A study by Frost et al82 reported that 74% of women had decreased emotional concern after risk-reduction surgery and favorable psychological and social outcome. Further, long-term satisfaction was greater when the patient, not the physician, initiated discussion of risk-reduction breast surgery.83 Another study reported no anxiety or depression and no negative effects on quality of life after surgery, but 48% of women reported feeling less sexually attractive.84
The most frequent reason for reoperation rates after risk-reduction mastectomy was concern over implants (eg, failure, aesthetic issues, silicone anxiety). Not surprisingly, reoperation was associated with less satisfaction about the decision to have risk-reduction mastectomy.83 The reoperation rate was greater after subcutaneous mastectomy and reconstruction than after simple mastectomy and reconstruction (43% vs 15%; P<.001).
A computer simulation model to estimate survival probability and causes of death in women with BRCA mutations can be used to assist patients and health care professionals regarding management options.85 The model was designed by compiling available data from the medical literature for a 25-year-old woman with a BRCA1 or BRCA2 mutation and calculating survival probability and cause of death to age 70 and 80 years. The model assumes the following clinically relevant situations: (1) no intervention, (2) annual mammography plus MRI from ages 25 to 69 years without surgery, (3) screening plus prophylactic mastectomy at age 40 years, and (4) screening plus prophylactic RRSO at age 40 years. This decision analysis includes illustrative bar graphs and survival probability curves and tables depicting advantages associated with surgical vs nonsurgical options. Overall, the decision tool represents an important advance in guiding treatment choices, given that a randomized trial is unlikely to be designed that could compare survival benefit in this very-high-risk population. In summary, prophylactic RRSO at age 40 years, plus prophylactic mastectomy at age 25 years, was the most effective management strategy for BRCA1 carriers, resulting in substantial improvement in survival compared with no intervention (79% vs 53%). This improvement differed for BRCA2 carriers, in whom the absolute increase in survival was smaller (83% vs 71%). Interestingly, the option of mammography plus MRI screening offered a survival probability similar to that of prophylactic mastectomy in the presence of prophylactic RRSO at age 40 years.

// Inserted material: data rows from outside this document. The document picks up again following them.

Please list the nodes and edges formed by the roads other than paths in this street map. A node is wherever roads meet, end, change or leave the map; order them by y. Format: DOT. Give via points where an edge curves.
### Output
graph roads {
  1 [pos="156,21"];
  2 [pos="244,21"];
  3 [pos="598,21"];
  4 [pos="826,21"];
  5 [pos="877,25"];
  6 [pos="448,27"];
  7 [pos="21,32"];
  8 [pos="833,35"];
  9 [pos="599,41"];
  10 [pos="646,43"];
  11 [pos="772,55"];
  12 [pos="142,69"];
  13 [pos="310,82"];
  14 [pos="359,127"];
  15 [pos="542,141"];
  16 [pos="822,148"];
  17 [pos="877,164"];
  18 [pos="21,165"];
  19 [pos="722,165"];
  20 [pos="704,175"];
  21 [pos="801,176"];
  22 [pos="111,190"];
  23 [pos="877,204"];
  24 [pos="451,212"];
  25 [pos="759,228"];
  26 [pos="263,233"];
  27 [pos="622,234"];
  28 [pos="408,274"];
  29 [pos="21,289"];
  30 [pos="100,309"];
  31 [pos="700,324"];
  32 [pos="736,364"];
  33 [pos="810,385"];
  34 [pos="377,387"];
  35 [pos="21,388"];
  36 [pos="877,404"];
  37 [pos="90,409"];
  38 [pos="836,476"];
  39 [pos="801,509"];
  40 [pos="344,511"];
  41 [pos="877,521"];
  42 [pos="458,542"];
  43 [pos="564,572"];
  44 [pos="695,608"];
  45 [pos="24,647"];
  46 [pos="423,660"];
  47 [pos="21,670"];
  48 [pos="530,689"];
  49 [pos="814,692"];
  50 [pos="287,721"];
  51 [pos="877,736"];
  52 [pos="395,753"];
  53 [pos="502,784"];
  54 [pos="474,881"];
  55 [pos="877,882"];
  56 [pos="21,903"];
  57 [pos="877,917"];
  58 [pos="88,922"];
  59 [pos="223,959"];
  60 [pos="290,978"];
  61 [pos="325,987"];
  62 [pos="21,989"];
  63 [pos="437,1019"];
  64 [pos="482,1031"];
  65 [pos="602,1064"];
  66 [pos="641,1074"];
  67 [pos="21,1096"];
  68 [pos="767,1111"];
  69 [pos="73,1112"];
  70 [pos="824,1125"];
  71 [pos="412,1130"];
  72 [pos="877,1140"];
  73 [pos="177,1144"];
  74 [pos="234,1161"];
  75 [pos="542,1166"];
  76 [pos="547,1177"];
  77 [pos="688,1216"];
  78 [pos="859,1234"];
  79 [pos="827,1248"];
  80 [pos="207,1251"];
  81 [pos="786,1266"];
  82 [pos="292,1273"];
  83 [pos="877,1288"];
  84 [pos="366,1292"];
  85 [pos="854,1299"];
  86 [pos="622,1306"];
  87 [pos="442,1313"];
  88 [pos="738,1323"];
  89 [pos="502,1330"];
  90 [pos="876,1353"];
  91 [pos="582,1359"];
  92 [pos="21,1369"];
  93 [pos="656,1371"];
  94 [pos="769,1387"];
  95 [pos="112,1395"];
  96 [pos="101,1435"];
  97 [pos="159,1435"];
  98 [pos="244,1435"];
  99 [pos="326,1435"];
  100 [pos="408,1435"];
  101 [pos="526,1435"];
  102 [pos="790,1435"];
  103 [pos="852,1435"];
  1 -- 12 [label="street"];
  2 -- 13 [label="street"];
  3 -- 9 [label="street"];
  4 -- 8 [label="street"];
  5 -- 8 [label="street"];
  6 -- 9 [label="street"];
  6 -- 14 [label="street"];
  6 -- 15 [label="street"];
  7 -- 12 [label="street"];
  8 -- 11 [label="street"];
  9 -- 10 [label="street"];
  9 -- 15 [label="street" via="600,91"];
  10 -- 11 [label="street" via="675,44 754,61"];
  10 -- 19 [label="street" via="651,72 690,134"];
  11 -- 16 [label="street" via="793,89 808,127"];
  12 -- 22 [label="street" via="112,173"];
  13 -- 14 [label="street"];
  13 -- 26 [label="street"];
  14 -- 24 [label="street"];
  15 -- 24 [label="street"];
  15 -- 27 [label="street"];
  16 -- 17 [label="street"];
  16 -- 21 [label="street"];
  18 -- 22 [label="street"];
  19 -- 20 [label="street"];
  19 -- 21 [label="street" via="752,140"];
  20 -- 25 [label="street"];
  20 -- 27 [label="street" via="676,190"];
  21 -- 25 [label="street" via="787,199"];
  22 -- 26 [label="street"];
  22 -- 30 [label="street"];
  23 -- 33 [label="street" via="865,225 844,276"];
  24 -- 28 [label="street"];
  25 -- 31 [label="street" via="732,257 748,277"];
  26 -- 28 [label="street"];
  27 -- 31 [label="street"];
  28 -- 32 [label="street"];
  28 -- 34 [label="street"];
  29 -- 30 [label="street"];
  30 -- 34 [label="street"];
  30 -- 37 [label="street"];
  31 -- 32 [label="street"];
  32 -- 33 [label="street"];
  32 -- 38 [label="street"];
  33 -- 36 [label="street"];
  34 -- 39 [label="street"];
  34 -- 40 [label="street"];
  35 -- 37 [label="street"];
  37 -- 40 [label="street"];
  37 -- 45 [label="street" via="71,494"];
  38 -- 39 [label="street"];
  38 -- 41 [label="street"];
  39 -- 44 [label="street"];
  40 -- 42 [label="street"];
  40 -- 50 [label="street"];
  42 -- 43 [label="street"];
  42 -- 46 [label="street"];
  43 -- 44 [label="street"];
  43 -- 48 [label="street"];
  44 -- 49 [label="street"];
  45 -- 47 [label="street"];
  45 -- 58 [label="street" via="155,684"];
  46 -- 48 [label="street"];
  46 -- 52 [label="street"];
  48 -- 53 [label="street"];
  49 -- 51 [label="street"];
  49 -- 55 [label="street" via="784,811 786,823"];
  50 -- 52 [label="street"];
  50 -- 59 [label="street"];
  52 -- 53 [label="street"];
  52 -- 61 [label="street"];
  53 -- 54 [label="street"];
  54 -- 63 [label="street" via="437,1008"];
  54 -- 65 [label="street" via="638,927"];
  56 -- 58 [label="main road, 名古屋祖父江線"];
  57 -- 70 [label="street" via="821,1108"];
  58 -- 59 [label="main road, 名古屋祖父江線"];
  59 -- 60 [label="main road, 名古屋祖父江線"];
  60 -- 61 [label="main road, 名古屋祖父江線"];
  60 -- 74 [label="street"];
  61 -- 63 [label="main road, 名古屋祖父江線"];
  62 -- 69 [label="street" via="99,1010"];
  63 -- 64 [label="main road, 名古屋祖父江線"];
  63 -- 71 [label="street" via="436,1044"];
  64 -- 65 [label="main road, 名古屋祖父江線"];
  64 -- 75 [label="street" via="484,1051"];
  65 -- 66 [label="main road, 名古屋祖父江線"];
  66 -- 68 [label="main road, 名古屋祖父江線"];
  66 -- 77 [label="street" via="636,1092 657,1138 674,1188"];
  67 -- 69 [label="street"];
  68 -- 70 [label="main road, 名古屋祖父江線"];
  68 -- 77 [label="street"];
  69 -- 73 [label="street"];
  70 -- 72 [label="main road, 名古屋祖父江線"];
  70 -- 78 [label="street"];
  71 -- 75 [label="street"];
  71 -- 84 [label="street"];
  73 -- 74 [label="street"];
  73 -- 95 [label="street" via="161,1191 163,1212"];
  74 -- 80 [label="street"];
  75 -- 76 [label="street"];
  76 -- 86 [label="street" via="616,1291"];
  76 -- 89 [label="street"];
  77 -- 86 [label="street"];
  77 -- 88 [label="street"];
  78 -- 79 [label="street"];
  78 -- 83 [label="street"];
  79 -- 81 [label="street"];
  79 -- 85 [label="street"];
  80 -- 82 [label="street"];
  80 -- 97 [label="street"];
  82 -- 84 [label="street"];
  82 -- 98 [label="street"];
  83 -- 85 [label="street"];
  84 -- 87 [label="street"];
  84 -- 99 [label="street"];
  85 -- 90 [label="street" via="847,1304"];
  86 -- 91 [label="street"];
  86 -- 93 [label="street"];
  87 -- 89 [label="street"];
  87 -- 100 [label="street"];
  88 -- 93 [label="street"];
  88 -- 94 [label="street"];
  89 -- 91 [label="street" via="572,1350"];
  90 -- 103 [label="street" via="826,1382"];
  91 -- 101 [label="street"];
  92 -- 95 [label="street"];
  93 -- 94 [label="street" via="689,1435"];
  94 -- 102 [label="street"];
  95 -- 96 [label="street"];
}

Breast health specialists, genetic counselors, gynecologic oncologists, and primary health care physicians all have an important role in discussing risk-reduction strategies with women at very high risk of breast and ovarian cancer. Evaluating patient risk factors and obtaining a comprehensive family history are important steps in assessing breast and ovarian cancer risks. Genetic testing can identify individuals at very high risk for hereditary breast and ovarian cancer. Evidence is accumulating, and efficacy data are currently available for some, but not all, medical interventions for BRCA1 and BRCA2 mutation carriers. A coordinated team effort can provide a supportive environment and personalized approach for patients facing difficult surgical vs nonsurgical decisions related to management of hereditary breast and ovarian cancer. However, newer information on the risks associated with early RRSO may provide the impetus for development of models that predict individual risk on the basis of the assessment of multiple traits.